Figure 18.1 Hemodialysis and the filter at a microscopic level. Netter illustration from www.netterimages.com @ Elsevier Inc. All rights reserved. (Netter Plate 10-9 Membrane and Dialysis).
In convection, solutes move across a membrane in response to or following solvent flux or drag: solutes are moving along with the solvent containing them (Fig. 18.3). This is similar to a wave pushing seashells onto the shore. Solvent drag is limited only by the pore size or electrostatic charge of any semipermeable membrane that is applied across the passage of the solution. In convection, the concentration of a solute is similar on either side of the membrane. Convection is more efficient at the clearance of large-molecular-weight substances (500-5000 D). Convective removal of plasma water from blood across a large-pore, semipermeable membrane results in an ultrafiltrate with a solute composition equivalent to plasma water.

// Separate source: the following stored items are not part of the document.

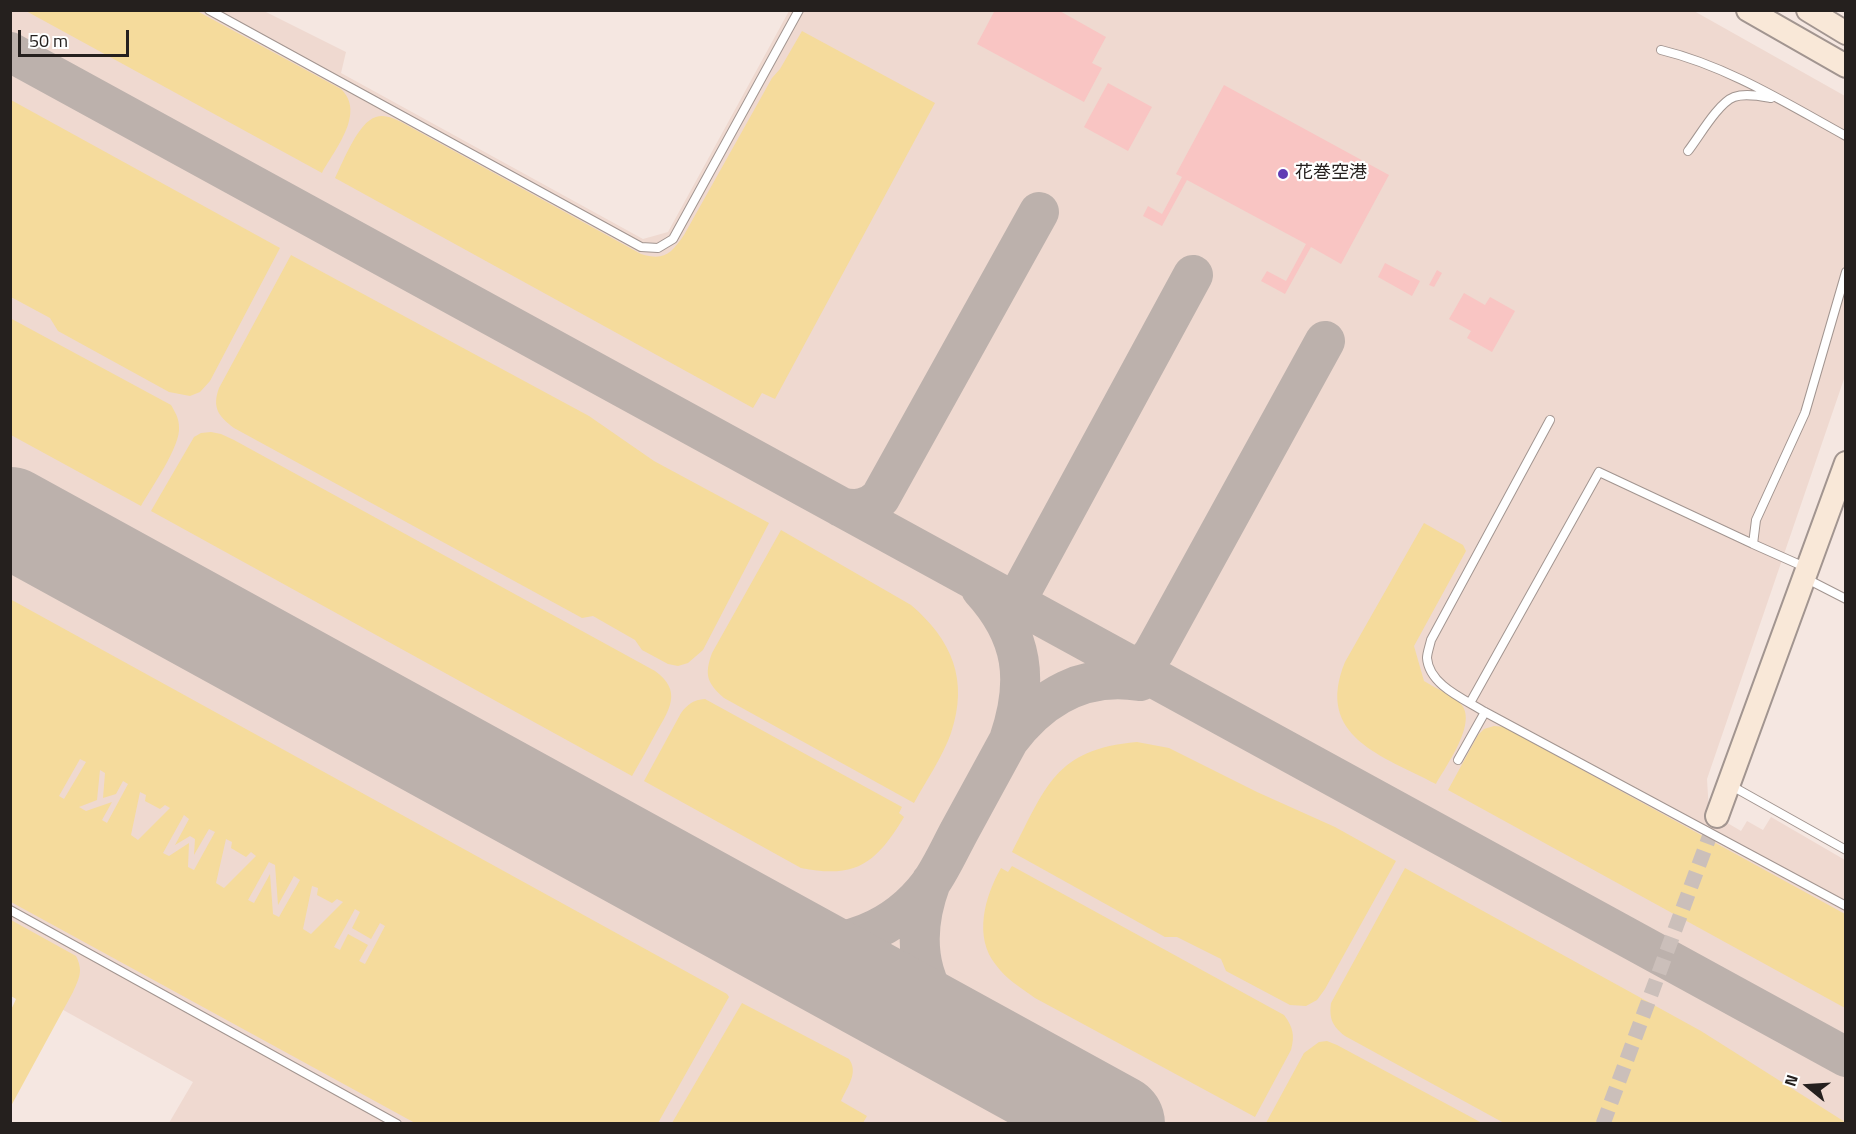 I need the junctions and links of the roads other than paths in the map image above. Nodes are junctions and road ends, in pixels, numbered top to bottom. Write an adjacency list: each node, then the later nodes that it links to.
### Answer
1 (209, 10): 2 (lane)
2 (799, 10)
3 (1748, 10): 7 (street)
4 (1808, 10): 5 (street)
5 (1845, 33)
6 (1661, 50): 8 (lane)
7 (1845, 66)
8 (1776, 98): 9 (lane); 10 (lane)
9 (1845, 136)
10 (1688, 151)
11 (1845, 272): 14 (lane)
12 (1550, 420): 17 (lane)
13 (1845, 463): 15 (street)
14 (1753, 544): 15 (lane); 17 (lane)
15 (1805, 572): 16 (lane); 20 (street)
16 (1845, 599)
17 (1470, 703): 18 (lane)
18 (1485, 711): 19 (lane); 23 (lane)
19 (1458, 760)
20 (1729, 784): 21 (street); 22 (lane)
21 (1718, 816)
22 (1845, 850)
23 (1845, 906)
24 (10, 910): 25 (lane)
25 (397, 1124) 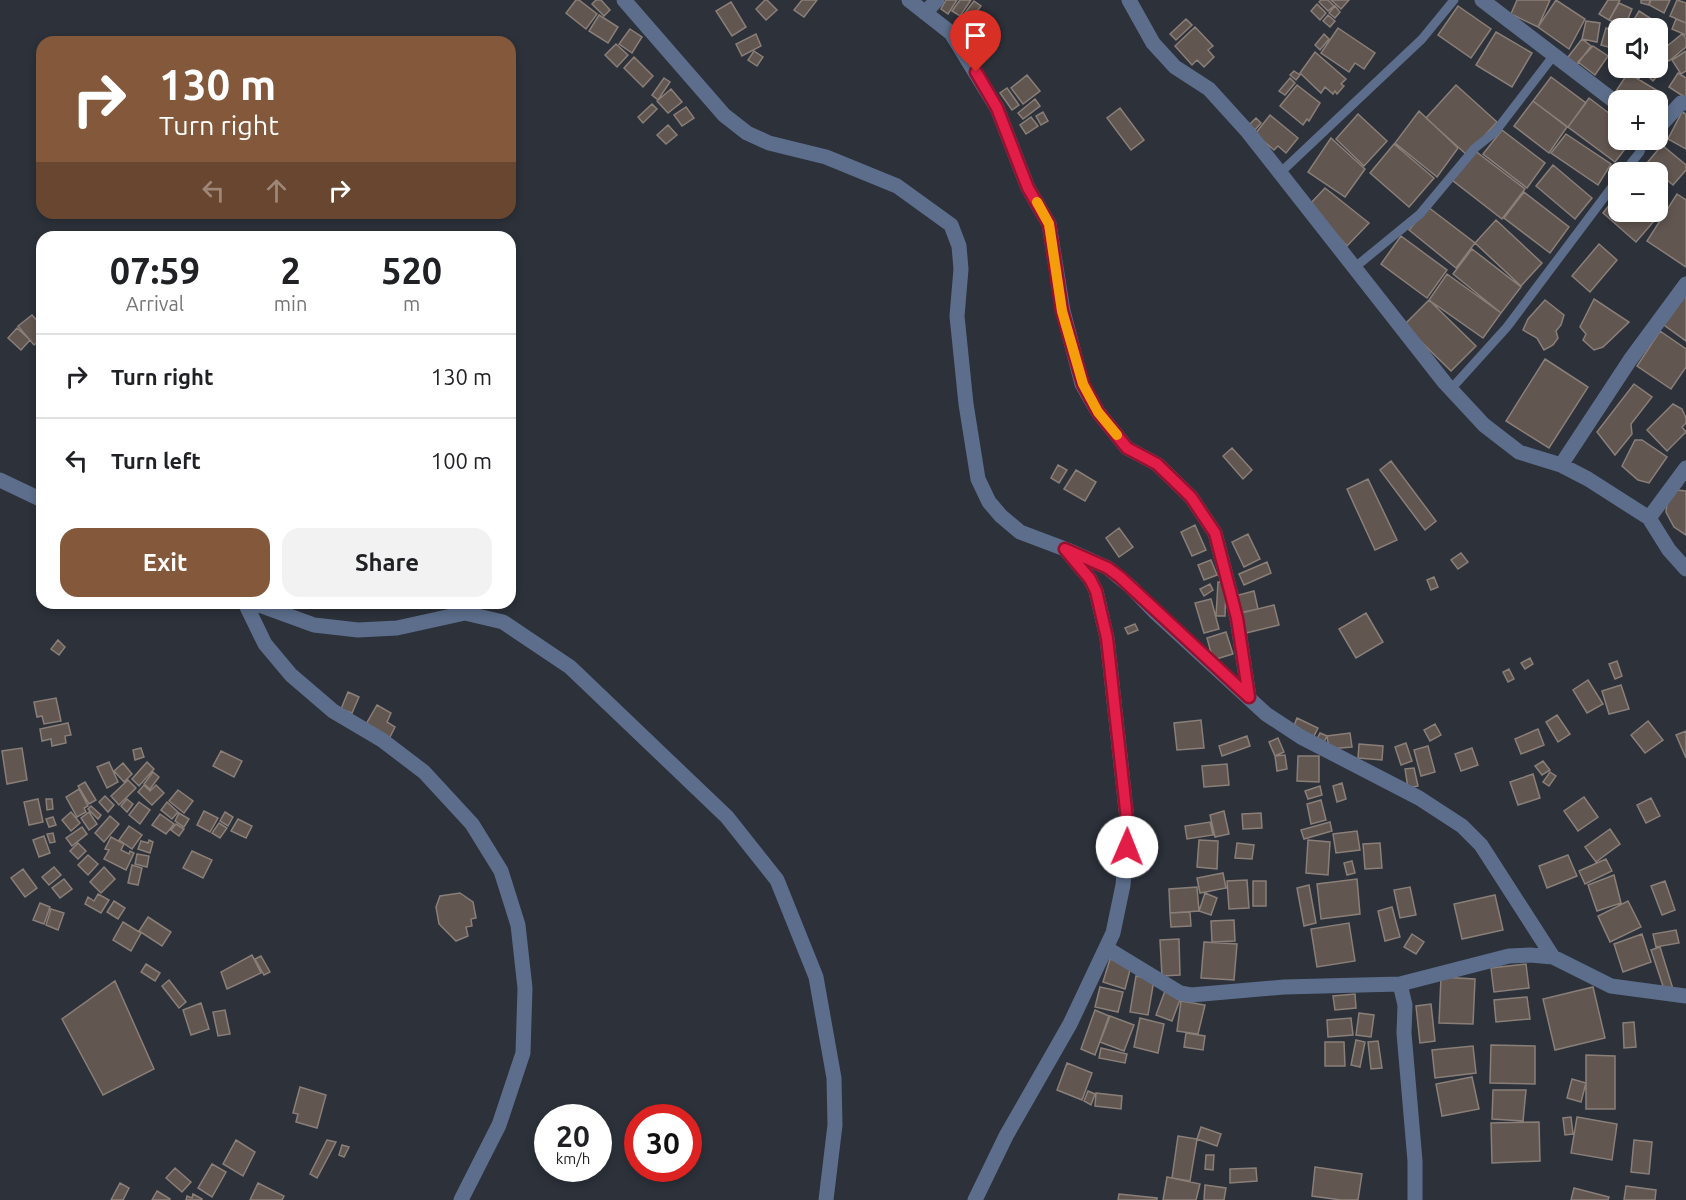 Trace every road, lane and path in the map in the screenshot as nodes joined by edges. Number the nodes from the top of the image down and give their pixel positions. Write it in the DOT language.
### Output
graph roads {
  1 [pos="624,0"];
  2 [pos="909,0"];
  3 [pos="937,0"];
  4 [pos="1129,0"];
  5 [pos="1454,0"];
  6 [pos="1482,0"];
  7 [pos="925,13"];
  8 [pos="1554,56"];
  9 [pos="1608,96"];
  10 [pos="1686,103"];
  11 [pos="1668,117"];
  12 [pos="1280,173"];
  13 [pos="1608,192"];
  14 [pos="1354,268"];
  15 [pos="1686,285"];
  16 [pos="1451,389"];
  17 [pos="1561,465"];
  18 [pos="1686,468"];
  19 [pos="0,480"];
  20 [pos="36,497"];
  21 [pos="1649,518"];
  22 [pos="1065,549"];
  23 [pos="1686,569"];
  24 [pos="248,609"];
  25 [pos="270,609"];
  26 [pos="1249,697"];
  27 [pos="1106,948"];
  28 [pos="1553,957"];
  29 [pos="1400,984"];
  30 [pos="1686,996"];
  31 [pos="461,1200"];
  32 [pos="826,1200"];
  33 [pos="975,1200"];
  34 [pos="1415,1200"];
  1 -- 22 [label="street"];
  2 -- 7 [label="street"];
  3 -- 7 [label="street"];
  4 -- 12 [label="street"];
  5 -- 12 [label="lane"];
  6 -- 8 [label="street"];
  7 -- 26 [label="street"];
  8 -- 9 [label="street"];
  8 -- 14 [label="lane"];
  10 -- 11 [label="street"];
  12 -- 14 [label="street"];
  13 -- 16 [label="lane"];
  14 -- 16 [label="street"];
  15 -- 17 [label="street"];
  16 -- 17 [label="street"];
  17 -- 21 [label="street"];
  18 -- 21 [label="street"];
  19 -- 20 [label="street"];
  21 -- 23 [label="street"];
  22 -- 26 [label="street"];
  22 -- 27 [label="street"];
  24 -- 31 [label="street"];
  25 -- 32 [label="street"];
  26 -- 28 [label="street"];
  27 -- 29 [label="street"];
  27 -- 33 [label="street"];
  28 -- 29 [label="street"];
  28 -- 30 [label="street"];
  29 -- 34 [label="street"];
}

Fluid removal is termed ultrafiltration (UF). UF utilizes hydrostatic pressure, which is applied across a semipermeable membrane. This is a form of convective removal of solute. The clearance of molecules in UF is dependent on the volume of fluid removed. It may be applied in isolation (in volumes usually <5 L/day) or in combination with other blood clearance techniques, such as dialysis. Table 18.1 reviews the commonly used terms in cRRT.
One other form of clearance of the blood is through a process called adsorption. This refers to molecules in the blood sticking or adhering to the semipermeable membrane. This process is dependent on the molecules contained in the blood and the composition of the semipermeable membrane. Adsorption is usually time dependent (i.e., as the semipermeable membrane is used over time, it will become saturated with a given molecule). The process begins anew when the membrane is changed (approximately every 72 hours). Some inflammatory cytokine clearance occurs through this process.14
Modalities
The various modalities of cRRT are depicted in Table 18.1 and Figure 18.4.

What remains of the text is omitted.